Además, en base al papel jugado por la verbalización lingüística en el psicoanálisis, se habla cada vez más del valor terapéutico y taumatúrgico de la lectura. En efecto, en el marco de la “biblioterapia”, se prescribe la lectura de libros para ayudar a superar conflictos. Ahora bien, no se trata de la prescripción de “libros de autoayuda”, sino de algo muy distinto. Maruja Torres, lo tenía muy claro cuando escribió que «algunos leen libros de autoayuda; otros simplemente leemos para auto-ayudarnos».  

A pesar del provecho y de los beneficios potenciales, tanto desde el punto de vista personal como social, que se pueden sacar del libro y de la lectura, los españoles leemos poco y mal.
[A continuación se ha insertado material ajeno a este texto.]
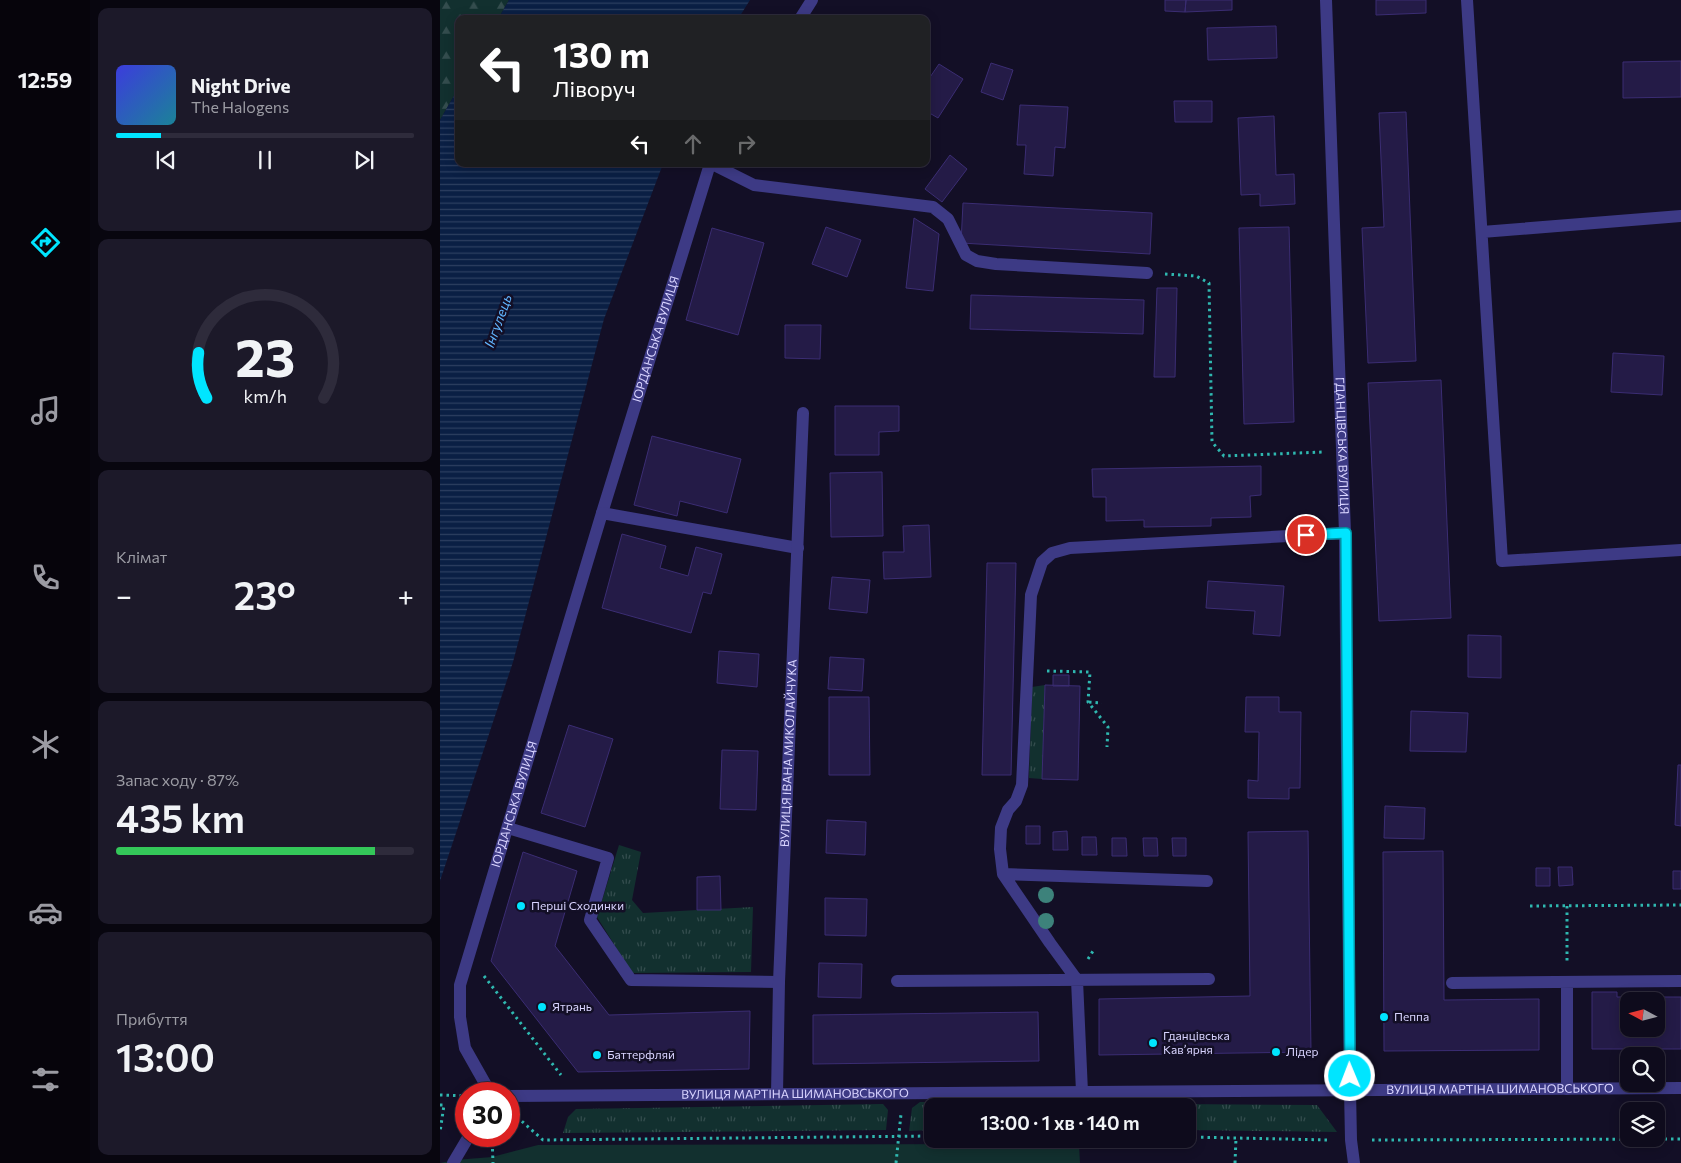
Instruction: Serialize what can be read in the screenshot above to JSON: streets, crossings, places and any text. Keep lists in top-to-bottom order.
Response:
{
  "streets": {
    "street": [
      "ІОРДАНСЬКА ВУЛИЦЯ",
      "ГДАНЦІВСЬКА ВУЛИЦЯ",
      "ВУЛИЦЯ ІВАНА МИКОЛАЙЧУКА",
      "ВУЛИЦЯ МАРТІНА ШИМАНОВСЬКОГО"
    ]
  },
  "crossings": [
    ["ГДАНЦІВСЬКА ВУЛИЦЯ", "ВУЛИЦЯ МАРТІНА ШИМАНОВСЬКОГО"],
    ["ВУЛИЦЯ ІВАНА МИКОЛАЙЧУКА", "ВУЛИЦЯ МАРТІНА ШИМАНОВСЬКОГО"]
  ],
  "water": ["Інгулець"],
  "places": [
    "Перші Сходинки",
    "Ятрань",
    "Пеппа",
    "Гданцівська Кавʼярня",
    "Лідер",
    "Баттерфляй"
  ],
  "north": "left",
  "page": {
    "tabs": "12:59",
    "turn": ["130 m", "Ліворуч"],
    "song": ["Night Drive", "The Halogens"],
    "tile": [
      "Клімат",
      ["Запас ходу · 87%", "435 km"],
      ["Прибуття", "13:00"]
    ],
    "heat": ["−", "23°", "+"],
    "limit": "30",
    "trip": "13:00 · 1 хв · 140 m",
    "gauge": ["23", "km/h"]
  }
}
Según el “Barómetro de Hábitos de Lectura y Compra de Libros, 2017”, más del 40% de los españoles no ha leído un libro en su vida ni piensa hacerlo.

Este porcentaje es superior a la media  de los países europeos de nuestro entorno (30%). Además, a pesar de que leemos un poco más que en años anteriores, leemos peor. En efecto, la lectura tranquila, atenta y reflexiva, que necesita la lectura de un libro, no ha mejorado.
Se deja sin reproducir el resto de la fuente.